Getting people to secure their smartphones is a tough job. They contain our entire digital lives, everything from confidential emails to sensitive bank information. That presents a bit of a problem if we lose our phones and they fall into the wrong hands. Protecting against this can be as simple as setting a basic lock code on the smartphone’s lockscreen, but studies show that a lot of smartphone users don’t bother. I’ll admit that I’m often one of those people — it’s just easier to live with the risk than deal with tapping numbers or swiping fingers across my screen every time I pick up my phone to check Twitter or do something else (which can easily be over a hundred times a day).

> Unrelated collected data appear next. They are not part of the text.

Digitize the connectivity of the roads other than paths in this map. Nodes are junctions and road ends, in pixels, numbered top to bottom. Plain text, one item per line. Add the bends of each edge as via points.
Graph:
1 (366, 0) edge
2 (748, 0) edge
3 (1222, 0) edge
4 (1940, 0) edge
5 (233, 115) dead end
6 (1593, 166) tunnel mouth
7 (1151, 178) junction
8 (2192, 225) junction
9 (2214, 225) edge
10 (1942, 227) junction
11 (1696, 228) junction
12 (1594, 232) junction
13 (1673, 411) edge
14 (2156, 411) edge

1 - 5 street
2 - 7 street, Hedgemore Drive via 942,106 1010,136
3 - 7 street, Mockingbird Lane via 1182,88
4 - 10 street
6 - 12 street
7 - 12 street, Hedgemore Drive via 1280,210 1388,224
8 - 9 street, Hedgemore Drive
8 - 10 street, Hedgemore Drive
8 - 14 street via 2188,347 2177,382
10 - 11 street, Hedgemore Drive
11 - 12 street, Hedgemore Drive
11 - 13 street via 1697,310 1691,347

The major smartphone makers have been working on different security methods for years to encourage more people to safeguard their phones. These methods range from the inconvenient and insecure, like Google’s Face Unlock system in Android, to the quick and painless, like Apple’s Touch ID on the iPhone 5S. Motorola debuted a number of new lockscreen options with the Moto X last year, including trusted Bluetooth devices and the Skip accessory.
Google’s Advanced Technologies and Products group, the same team that develops moonshot ideas like modular cellphones and devices that can map a room in 3D space, has also been working on this problem. Last year, Regina Dugan, head of the group that came over to Google from Motorola, showed off concepts that lets you use a sticker on your skin to unlock your phone or swallow a pill that can authenticate you. The sticker is a temporary tattoo with an NFC chip inside, not unlike the cartoonish temporary tattoos you can purchase from vending machines in department stores across the country.

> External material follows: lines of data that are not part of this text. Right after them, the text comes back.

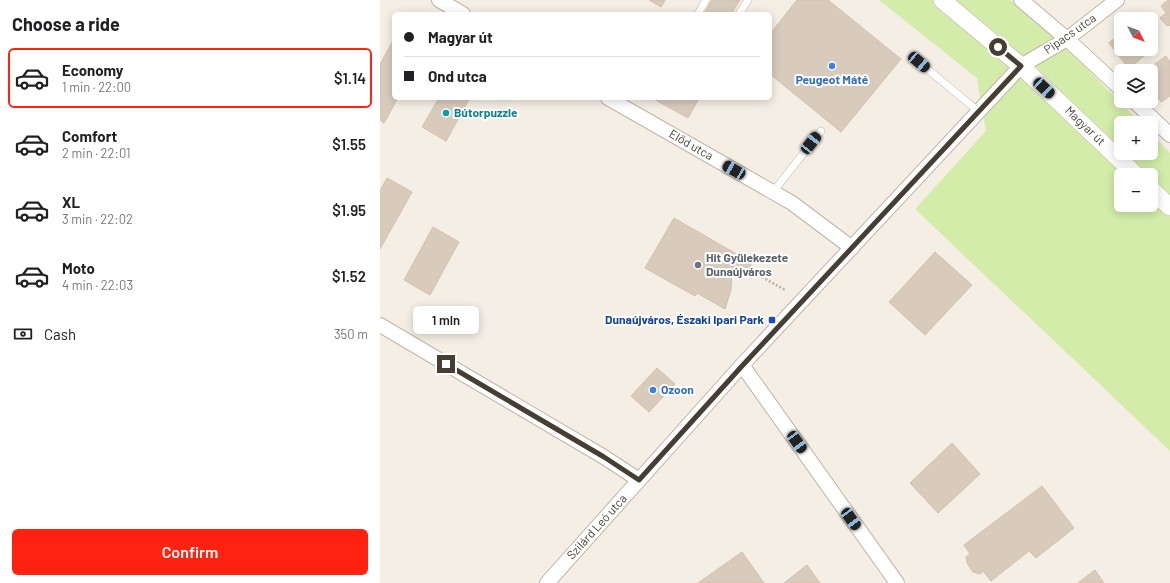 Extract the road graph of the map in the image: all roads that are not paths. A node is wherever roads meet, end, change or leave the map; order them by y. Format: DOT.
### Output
graph roads {
  1 [pos="438,0"];
  2 [pos="706,0"];
  3 [pos="748,0"];
  4 [pos="942,0"];
  5 [pos="1021,0"];
  6 [pos="1117,0"];
  7 [pos="459,12"];
  8 [pos="699,12"];
  9 [pos="740,12"];
  10 [pos="1067,39"];
  11 [pos="919,62"];
  12 [pos="1021,66"];
  13 [pos="1114,83"];
  14 [pos="612,100"];
  15 [pos="1141,108"];
  16 [pos="978,111"];
  17 [pos="821,131"];
  18 [pos="1170,135"];
  19 [pos="1129,168"];
  20 [pos="773,192"];
  21 [pos="1158,196"];
  22 [pos="1170,207"];
  23 [pos="852,248"];
  24 [pos="380,325"];
  25 [pos="742,366"];
  26 [pos="639,480"];
  27 [pos="547,583"];
  28 [pos="897,583"];
  1 -- 7 [label="street"];
  2 -- 8 [label="lane"];
  3 -- 9 [label="lane"];
  4 -- 12 [label="street, Magyar út"];
  5 -- 10 [label="street"];
  6 -- 10 [label="street, Pipacs utca"];
  10 -- 12 [label="street, Pipacs utca"];
  10 -- 13 [label="street"];
  11 -- 16 [label="lane"];
  12 -- 16 [label="street, Szilárd Leó utca"];
  12 -- 19 [label="street, Magyar út"];
  14 -- 20 [label="street, Előd utca"];
  15 -- 18 [label="street"];
  16 -- 23 [label="street, Szilárd Leó utca"];
  17 -- 20 [label="lane"];
  20 -- 23 [label="street, Előd utca"];
  21 -- 22 [label="street"];
  23 -- 25 [label="street, Szilárd Leó utca"];
  24 -- 26 [label="street"];
  25 -- 26 [label="street, Szilárd Leó utca"];
  25 -- 28 [label="street"];
  26 -- 27 [label="street, Szilárd Leó utca"];
} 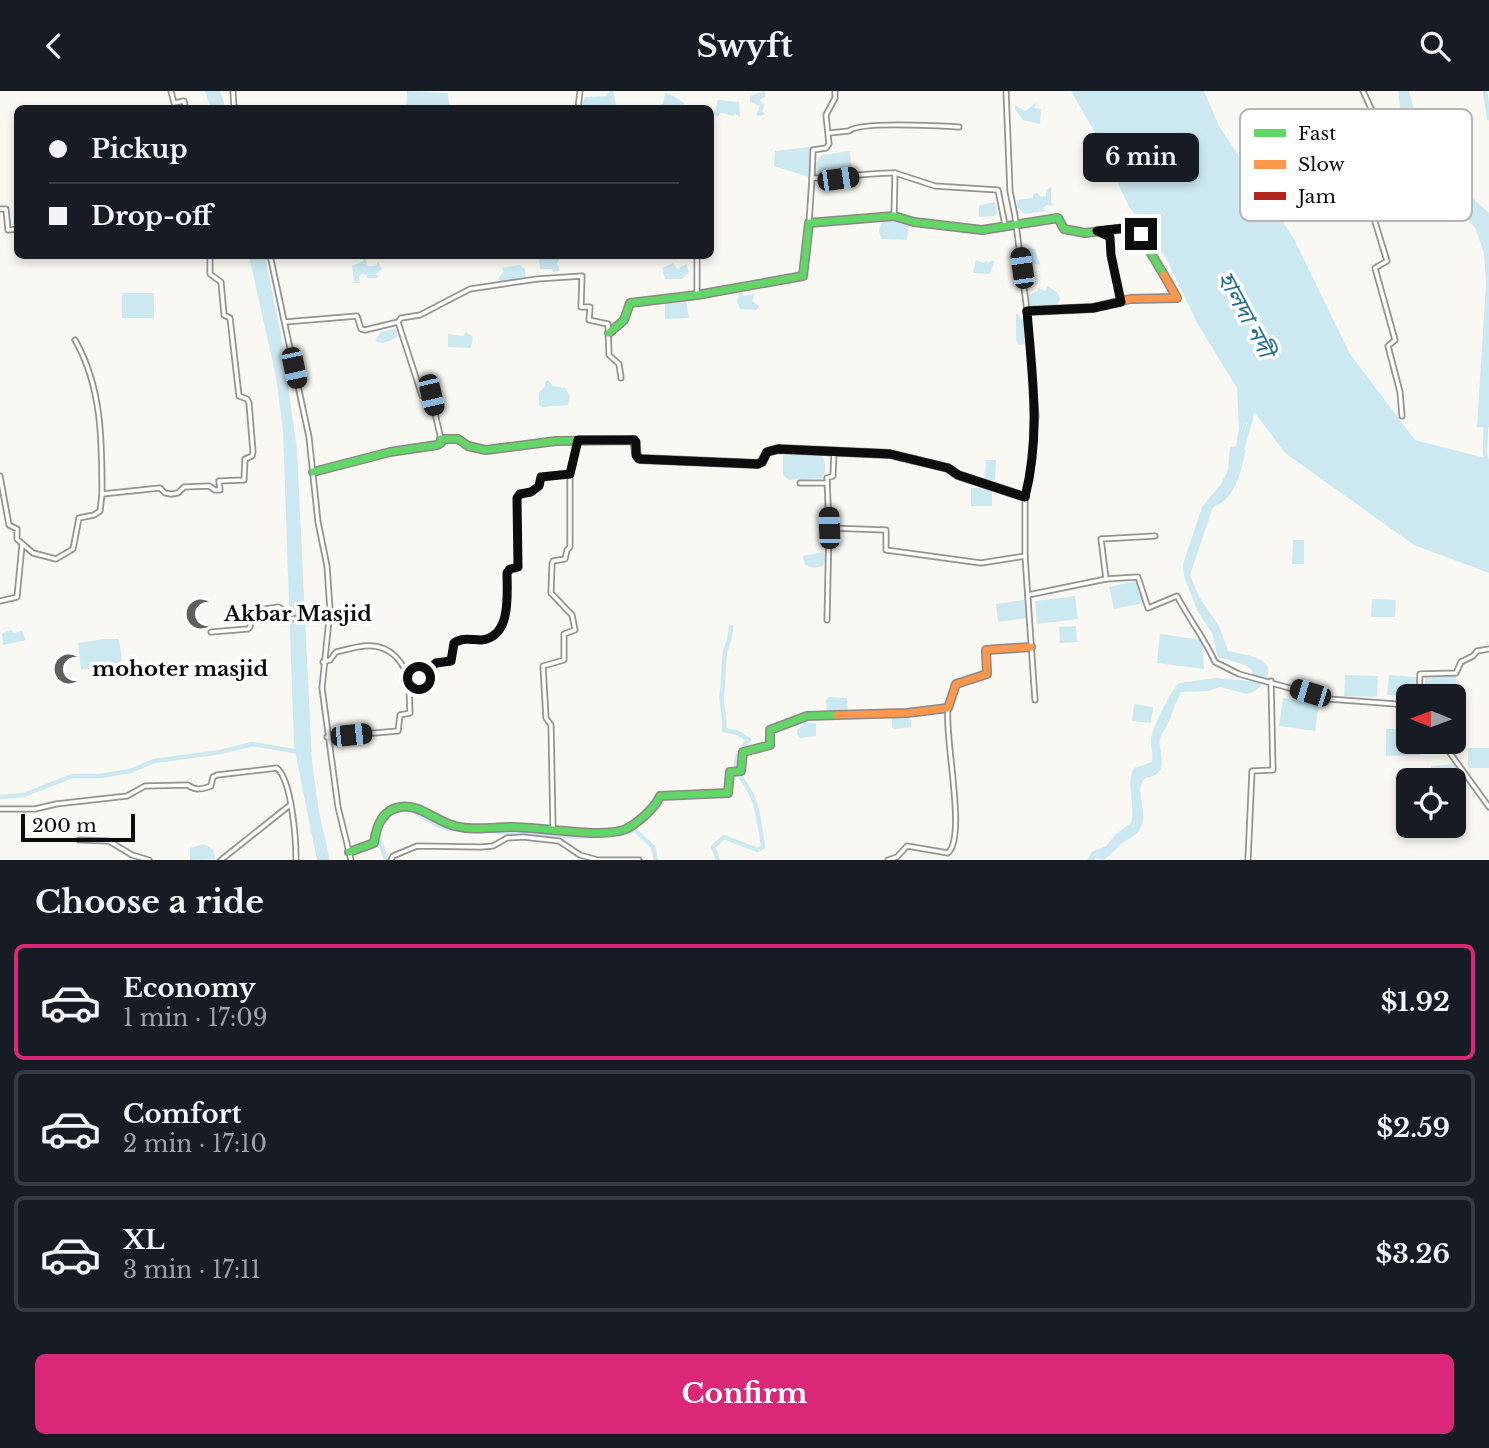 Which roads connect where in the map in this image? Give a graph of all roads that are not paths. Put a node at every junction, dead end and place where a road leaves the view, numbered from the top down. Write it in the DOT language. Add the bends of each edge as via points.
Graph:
graph roads {
  1 [pos="171,91"];
  2 [pos="835,91"];
  3 [pos="1006,91"];
  4 [pos="1363,91"];
  5 [pos="185,105"];
  6 [pos="1371,109"];
  7 [pos="959,127"];
  8 [pos="829,133"];
  9 [pos="895,173"];
  10 [pos="812,178"];
  11 [pos="0,209"];
  12 [pos="894,216"];
  13 [pos="1375,221"];
  14 [pos="809,223"];
  15 [pos="1016,224"];
  16 [pos="1005,225"];
  17 [pos="14,229"];
  18 [pos="1097,231"];
  19 [pos="210,259"];
  20 [pos="271,259"];
  21 [pos="697,259"];
  22 [pos="697,295"];
  23 [pos="1121,302"];
  24 [pos="1027,311"];
  25 [pos="285,322"];
  26 [pos="398,322"];
  27 [pos="609,333"];
  28 [pos="75,340"];
  29 [pos="621,379"];
  30 [pos="1402,417"];
  31 [pos="441,439"];
  32 [pos="578,440"];
  33 [pos="834,450"];
  34 [pos="313,473"];
  35 [pos="570,474"];
  36 [pos="0,476"];
  37 [pos="800,483"];
  38 [pos="827,483"];
  39 [pos="102,494"];
  40 [pos="1025,497"];
  41 [pos="829,528"];
  42 [pos="1155,536"];
  43 [pos="22,545"];
  44 [pos="1025,556"];
  45 [pos="1107,579"];
  46 [pos="1028,595"];
  47 [pos="0,601"];
  48 [pos="329,617"];
  49 [pos="827,620"];
  50 [pos="211,632"];
  51 [pos="1031,647"];
  52 [pos="1489,649"];
  53 [pos="323,661"];
  54 [pos="1271,681"];
  55 [pos="1420,684"];
  56 [pos="409,687"];
  57 [pos="1035,700"];
  58 [pos="1396,704"];
  59 [pos="948,708"];
  60 [pos="327,737"];
  61 [pos="1451,754"];
  62 [pos="290,806"];
  63 [pos="1489,807"];
  64 [pos="0,809"];
  65 [pos="553,828"];
  66 [pos="79,840"];
  67 [pos="350,856"];
  68 [pos="149,860"];
  69 [pos="221,860"];
  70 [pos="296,860"];
  71 [pos="391,860"];
  72 [pos="639,860"];
  73 [pos="888,860"];
  74 [pos="1248,860"];
  1 -- 5 [label="street" via="174,103 184,101"];
  2 -- 8 [label="street" via="825,115"];
  3 -- 15 [label="street" via="1010,191"];
  4 -- 6 [label="street"];
  7 -- 8 [label="street" via="861,125"];
  8 -- 10 [label="street" via="830,144 813,151"];
  9 -- 10 [label="street"];
  9 -- 12 [label="street"];
  9 -- 16 [label="street" via="935,186 998,190"];
  10 -- 14 [label="street"];
  11 -- 17 [label="street" via="8,213 8,230"];
  12 -- 14 [label="street"];
  12 -- 16 [label="street" via="970,230"];
  13 -- 30 [label="street" via="1387,261 1375,268 1395,340 1388,347"];
  14 -- 22 [label="street" via="803,276"];
  15 -- 16 [label="street"];
  15 -- 18 [label="street" via="1058,218 1064,229"];
  15 -- 24 [label="street"];
  18 -- 23 [label="street" via="1110,237"];
  18 -- 23 [label="street" via="1135,227 1177,298"];
  19 -- 39 [label="street" via="211,274 221,282 224,315 230,318 239,396 249,403 253,452 245,459 244,480 219,481 220,489 215,490 203,486 171,494 160,488"];
  20 -- 25 [label="street"];
  21 -- 22 [label="street"];
  22 -- 27 [label="street" via="630,303 624,320"];
  23 -- 24 [label="street"];
  24 -- 40 [label="street" via="1036,416"];
  25 -- 26 [label="street" via="357,316 365,330"];
  25 -- 34 [label="street"];
  26 -- 27 [label="street" via="470,289 582,276 581,307 590,307 589,320 608,324"];
  26 -- 31 [label="street" via="422,397 431,395"];
  27 -- 29 [label="street" via="609,355 619,365"];
  28 -- 39 [label="street" via="96,391"];
  31 -- 32 [label="street" via="458,439 486,450"];
  31 -- 34 [label="street" via="437,445"];
  32 -- 33 [label="street" via="634,440 639,459 714,463 758,464 767,452 778,449"];
  32 -- 35 [label="street"];
  33 -- 38 [label="street" via="833,476"];
  33 -- 40 [label="street" via="914,459"];
  34 -- 48 [label="street" via="328,571"];
  35 -- 56 [label="street" via="541,477 539,486 517,498 518,567 507,573 507,608 500,628 483,640 458,640 451,661 429,667"];
  35 -- 65 [label="street" via="570,547 565,559 552,562 551,593 572,615 575,630 564,634 564,660 542,666 546,718 551,725"];
  36 -- 43 [label="street" via="9,525 17,529"];
  37 -- 38 [label="street"];
  38 -- 41 [label="street"];
  39 -- 43 [label="street" via="100,511 79,518 73,549 64,555 56,559 41,556"];
  40 -- 44 [label="street"];
  41 -- 44 [label="street" via="886,530 886,550 981,563"];
  41 -- 49 [label="street"];
  42 -- 45 [label="street" via="1101,540"];
  43 -- 47 [label="street" via="17,597"];
  44 -- 46 [label="street"];
  45 -- 46 [label="street"];
  45 -- 54 [label="street" via="1138,577 1148,608 1177,597 1215,662 1239,674"];
  46 -- 51 [label="street"];
  48 -- 50 [label="street" via="284,619 279,607 254,610 250,629"];
  48 -- 53 [label="street"];
  51 -- 57 [label="street"];
  51 -- 59 [label="street" via="986,650 987,674 956,684"];
  52 -- 55 [label="street" via="1461,661 1456,673 1420,674"];
  53 -- 56 [label="street" via="336,652 361,646 385,649 406,670"];
  53 -- 60 [label="street"];
  54 -- 58 [label="street" via="1329,699"];
  54 -- 74 [label="street" via="1273,770 1252,771"];
  56 -- 60 [label="street" via="410,712 400,715 398,730"];
  59 -- 65 [label="street" via="792,720 770,730 770,745 743,752 741,771 730,772 728,793 660,796 656,805 625,829 594,833"];
  59 -- 73 [label="street" via="954,846 948,853 907,846"];
  60 -- 67 [label="street"];
  61 -- 63 [label="street"];
  62 -- 64 [label="street" via="278,768 217,775 211,786 200,789 145,786 127,796 35,809"];
  62 -- 69 [label="street"];
  62 -- 70 [label="street"];
  65 -- 67 [label="street" via="465,828 403,805 382,816 374,843"];
  66 -- 68 [label="street" via="109,841"];
  71 -- 72 [label="street" via="417,846 493,846 507,838 559,841 598,860"];
}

It’s taken over a year, but as of a few weeks ago, you can actually purchase temporary tattoos to unlock your phone. Motorola partnered with a company called VivaLnk to make and sell these "Digital Tattoos." For $9.99, you can get a pack of 10 Digital Tattoos, each expected to last about five days. Since I happen to own a Moto X (and that’s the only device they work with), I decided to give them a shot — I’m not brave enough to embed a magnet or NFC chip under my skin like some of my colleagues, but I’m willing to try to get a taste of the biohacker movement, albeit in a limited and temporary way.

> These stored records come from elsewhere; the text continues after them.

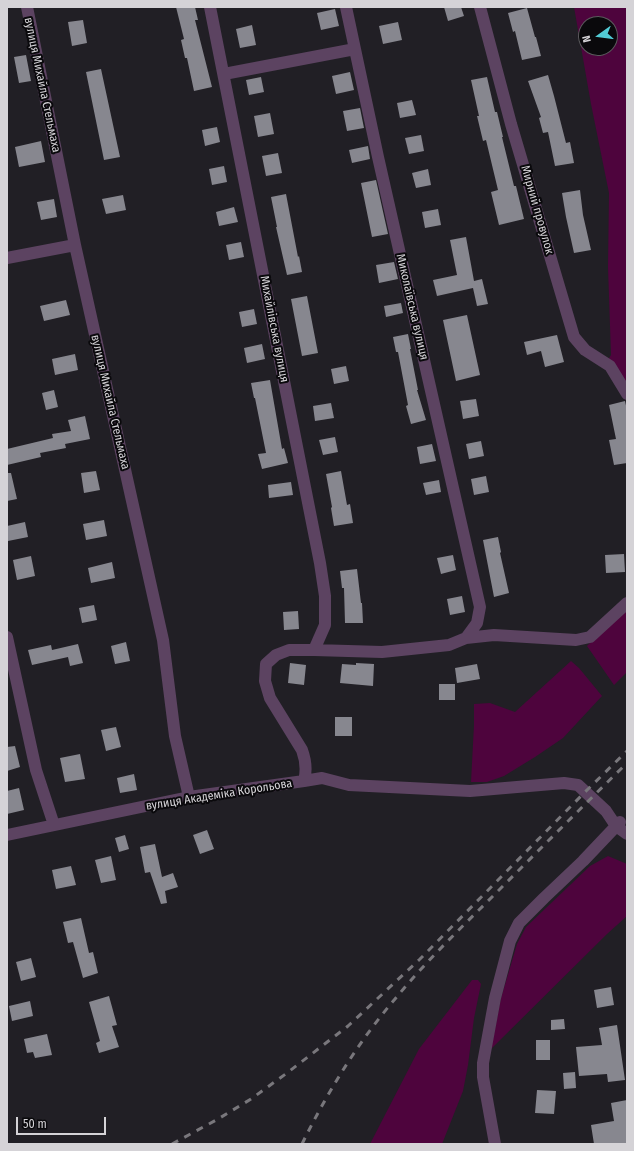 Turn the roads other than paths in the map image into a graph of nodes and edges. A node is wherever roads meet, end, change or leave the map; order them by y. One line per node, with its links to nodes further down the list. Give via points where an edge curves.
1 (27, 7): 7 (street, вулиця Михайла Стельмаха)
2 (210, 7): 6 (street, Михайлівська вулиця)
3 (346, 7): 5 (street, Миколаївська вулиця)
4 (480, 7): 9 (street, Мирний провулок, via 511,124 574,337 585,350 610,366)
5 (355, 49): 6 (street); 12 (street, Миколаївська вулиця, via 480,607 477,623)
6 (224, 74): 13 (street, Михайлівська вулиця, via 320,563 325,596 325,625)
7 (75, 245): 8 (street); 15 (street, вулиця Михайла Стельмаха, via 163,640 174,736)
8 (7, 258)
9 (627, 394)
10 (627, 603): 12 (street, вулиця Академіка Корольова, via 590,637 576,640 494,635)
11 (7, 637): 17 (street, via 36,770)
12 (466, 638): 13 (street, вулиця Академіка Корольова, via 448,645 382,652)
13 (314, 650): 14 (street, вулиця Академіка Корольова, via 289,650 276,655 266,664 265,680 270,698 302,750 306,772)
14 (304, 781): 15 (street, вулиця Академіка Корольова); 16 (street, via 322,778 349,785 470,791 564,783 578,785)
15 (189, 797): 17 (street, вулиця Академіка Корольова)
16 (621, 823): 18 (street); 20 (street, via 519,923 510,941 495,998 483,1063 483,1077)
17 (54, 825): 19 (street, вулиця Академіка Корольова)
18 (627, 834)
19 (7, 835)
20 (495, 1144)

Sweat and humidity take their toll on the tattoo's lifespan
The round, nickel-sized stickers have a shimmery, copper color with a corny spiral design. My wife was quick to remark at how stupid it looked, but my two-year-old daughter was fairly fascinated with it, likely due to the unbridled curiosity that comes with being a toddler. I’ll admit it’s pretty ugly, but it’s not bad enough that I couldn’t live with it for a week. The adhesive part is only on the outer edge of the sticker but it’s thin and flexible, and it didn’t bother me to wear it. It’s a good thing that 10 tattoos came in a pack; thanks to the humid July weather and the fact that I shower daily, I burned through three of them within a week.
The tattoo is best placed where you can easily touch it with your phone, so I put it on the underside of my right wrist. (Being a lefty, I usually hold my phone in my left hand.) The idea is to tap the phone on the tattoo to unlock it instead of using a traditional pattern or PIN lock code. The Moto X sees the tattoo as if it were a Skip device, and once you’ve set up the lockscreen to unlock via NFC, the phone’s security screen can be bypassed with just a tap.
It’s a neat parlor trick and amusing to show off to others, but practical use is limited. The phone will only recognize the tattoo when the screen is on, so you either have to press the power button before tapping or rely on the Moto X’s motion sensing to wake the screen up when you pick up the phone. The whole process actually takes longer than just typing my PIN or drawing my swipe code. It also requires two limbs to accomplish, whereas the traditional methods can be easily done with one hand. That’s not to mention that you need to set the whole thing up again every time you replace the tattoo on your body. Unless I specifically thought about using the tattoo to unlock my phone, I quickly forgot about it and would use the other, more traditional methods most of the time. Old habits are hard to break, after all.
Using the tattoo is no more convenient than traditional unlock methods
The Moto X hasn’t been a great seller, but its software concepts and ideas have had a significant impact in the Android world. The next version of Android borrows the Moto X’s trusted Bluetooth feature. And there are countless apps in the Google Play Store which try to mimic the Moto X’s Active Notifications. But while the Moto X and the ideas behind it have inspired the rest of the phone world, these tattoos probably won’t. It’s an idea that sounds great on paper and perhaps in the labs of advanced research groups, but won’t have much of an impact in the real world. It’s just not that much better (or better at all, really) than using other methods to unlock your phone, at least not in its current incarnation.
For now, I’ll be going back to using the Moto X’s trusted Bluetooth devices feature and a traditional pattern lock to secure my phone, assuming I set any protection at all. Biohacking is still very much an underground activity, and while this tattoo makes it more palatable for the mainstream, it’s not something that most people are likely to care about. It’s too limited, too ugly, and less convenient than conventional methods. The future may bring a world of cyborgs with technology embedded in their bodies, but temporary NFC tattoos probably won’t be a part of it.